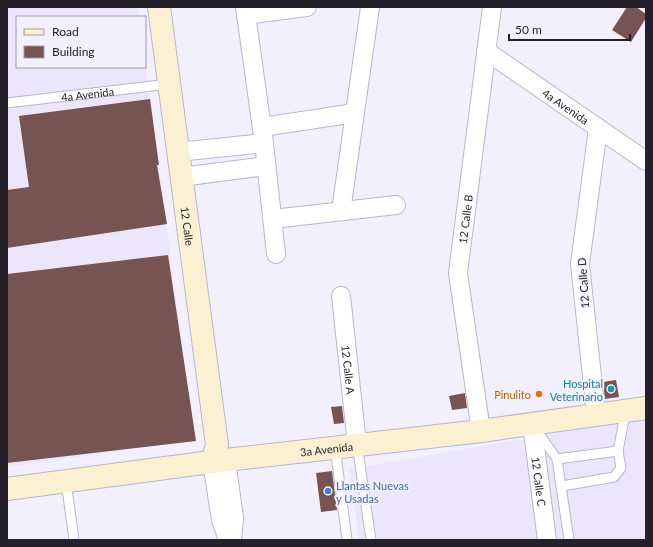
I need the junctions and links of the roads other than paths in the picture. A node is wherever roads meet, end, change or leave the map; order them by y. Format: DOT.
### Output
graph roads {
  1 [pos="159,7"];
  2 [pos="307,7"];
  3 [pos="370,7"];
  4 [pos="492,7"];
  5 [pos="245,11"];
  6 [pos="486,51"];
  7 [pos="169,84"];
  8 [pos="7,103"];
  9 [pos="355,113"];
  10 [pos="598,128"];
  11 [pos="263,135"];
  12 [pos="227,147"];
  13 [pos="178,152"];
  14 [pos="646,161"];
  15 [pos="266,166"];
  16 [pos="229,170"];
  17 [pos="181,177"];
  18 [pos="396,205"];
  19 [pos="341,211"];
  20 [pos="273,219"];
  21 [pos="276,254"];
  22 [pos="341,296"];
  23 [pos="636,409"];
  24 [pos="596,414"];
  25 [pos="532,424"];
  26 [pos="481,431"];
  27 [pos="357,444"];
  28 [pos="335,447"];
  29 [pos="618,451"];
  30 [pos="218,455"];
  31 [pos="557,460"];
  32 [pos="66,481"];
  33 [pos="562,486"];
  34 [pos="7,489"];
  35 [pos="74,540"];
  36 [pos="228,540"];
  37 [pos="232,540"];
  38 [pos="347,540"];
  39 [pos="371,540"];
  40 [pos="547,540"];
  41 [pos="569,540"];
  1 -- 7 [label="main road, 12 Calle"];
  2 -- 5 [label="street"];
  3 -- 9 [label="street"];
  4 -- 6 [label="street, 12 Calle B"];
  5 -- 11 [label="street"];
  6 -- 10 [label="street, 4a Avenida"];
  6 -- 26 [label="street, 12 Calle B"];
  7 -- 8 [label="lane, 4a Avenida"];
  7 -- 13 [label="main road, 12 Calle"];
  9 -- 11 [label="street"];
  9 -- 19 [label="street"];
  10 -- 14 [label="street, 4a Avenida"];
  10 -- 24 [label="street, 12 Calle D"];
  11 -- 12 [label="street"];
  11 -- 15 [label="street"];
  12 -- 13 [label="street"];
  12 -- 16 [label="street"];
  13 -- 17 [label="main road, 12 Calle"];
  15 -- 16 [label="street"];
  15 -- 20 [label="street"];
  16 -- 17 [label="street"];
  17 -- 30 [label="main road, 12 Calle"];
  18 -- 19 [label="street"];
  19 -- 20 [label="street"];
  20 -- 21 [label="street"];
  22 -- 27 [label="street, 12 Calle A"];
  23 -- 24 [label="main road, 3a Avenida"];
  23 -- 29 [label="lane"];
  24 -- 25 [label="main road, 3a Avenida"];
  25 -- 26 [label="main road, 3a Avenida"];
  25 -- 31 [label="lane"];
  25 -- 40 [label="street, 12 Calle C"];
  26 -- 27 [label="main road, 3a Avenida"];
  27 -- 28 [label="main road, 3a Avenida"];
  27 -- 39 [label="lane"];
  28 -- 30 [label="main road, 3a Avenida"];
  28 -- 38 [label="lane"];
  29 -- 31 [label="lane"];
  29 -- 33 [label="lane"];
  30 -- 32 [label="main road, 3a Avenida"];
  30 -- 36 [label="street, 12 Calle"];
  30 -- 37 [label="street, 12 Calle"];
  31 -- 33 [label="lane"];
  32 -- 34 [label="main road, 3a Avenida"];
  32 -- 35 [label="lane"];
  33 -- 41 [label="lane"];
}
★ ★ ★ ★
WHAT IS BEING ASKED: Although the entries contain pictures, reproduce only the rest, exactly as written.

TASK ANSWER:
I need the junctions and links of the roads other than paths in the picture. A node is wherever roads meet, end, change or leave the map; order them by y. Format: DOT.
### Output
graph roads {
  1 [pos="159,7"];
  2 [pos="307,7"];
  3 [pos="370,7"];
  4 [pos="492,7"];
  5 [pos="245,11"];
  6 [pos="486,51"];
  7 [pos="169,84"];
  8 [pos="7,103"];
  9 [pos="355,113"];
  10 [pos="598,128"];
  11 [pos="263,135"];
  12 [pos="227,147"];
  13 [pos="178,152"];
  14 [pos="646,161"];
  15 [pos="266,166"];
  16 [pos="229,170"];
  17 [pos="181,177"];
  18 [pos="396,205"];
  19 [pos="341,211"];
  20 [pos="273,219"];
  21 [pos="276,254"];
  22 [pos="341,296"];
  23 [pos="636,409"];
  24 [pos="596,414"];
  25 [pos="532,424"];
  26 [pos="481,431"];
  27 [pos="357,444"];
  28 [pos="335,447"];
  29 [pos="618,451"];
  30 [pos="218,455"];
  31 [pos="557,460"];
  32 [pos="66,481"];
  33 [pos="562,486"];
  34 [pos="7,489"];
  35 [pos="74,540"];
  36 [pos="228,540"];
  37 [pos="232,540"];
  38 [pos="347,540"];
  39 [pos="371,540"];
  40 [pos="547,540"];
  41 [pos="569,540"];
  1 -- 7 [label="main road, 12 Calle"];
  2 -- 5 [label="street"];
  3 -- 9 [label="street"];
  4 -- 6 [label="street, 12 Calle B"];
  5 -- 11 [label="street"];
  6 -- 10 [label="street, 4a Avenida"];
  6 -- 26 [label="street, 12 Calle B"];
  7 -- 8 [label="lane, 4a Avenida"];
  7 -- 13 [label="main road, 12 Calle"];
  9 -- 11 [label="street"];
  9 -- 19 [label="street"];
  10 -- 14 [label="street, 4a Avenida"];
  10 -- 24 [label="street, 12 Calle D"];
  11 -- 12 [label="street"];
  11 -- 15 [label="street"];
  12 -- 13 [label="street"];
  12 -- 16 [label="street"];
  13 -- 17 [label="main road, 12 Calle"];
  15 -- 16 [label="street"];
  15 -- 20 [label="street"];
  16 -- 17 [label="street"];
  17 -- 30 [label="main road, 12 Calle"];
  18 -- 19 [label="street"];
  19 -- 20 [label="street"];
  20 -- 21 [label="street"];
  22 -- 27 [label="street, 12 Calle A"];
  23 -- 24 [label="main road, 3a Avenida"];
  23 -- 29 [label="lane"];
  24 -- 25 [label="main road, 3a Avenida"];
  25 -- 26 [label="main road, 3a Avenida"];
  25 -- 31 [label="lane"];
  25 -- 40 [label="street, 12 Calle C"];
  26 -- 27 [label="main road, 3a Avenida"];
  27 -- 28 [label="main road, 3a Avenida"];
  27 -- 39 [label="lane"];
  28 -- 30 [label="main road, 3a Avenida"];
  28 -- 38 [label="lane"];
  29 -- 31 [label="lane"];
  29 -- 33 [label="lane"];
  30 -- 32 [label="main road, 3a Avenida"];
  30 -- 36 [label="street, 12 Calle"];
  30 -- 37 [label="street, 12 Calle"];
  31 -- 33 [label="lane"];
  32 -- 34 [label="main road, 3a Avenida"];
  32 -- 35 [label="lane"];
  33 -- 41 [label="lane"];
}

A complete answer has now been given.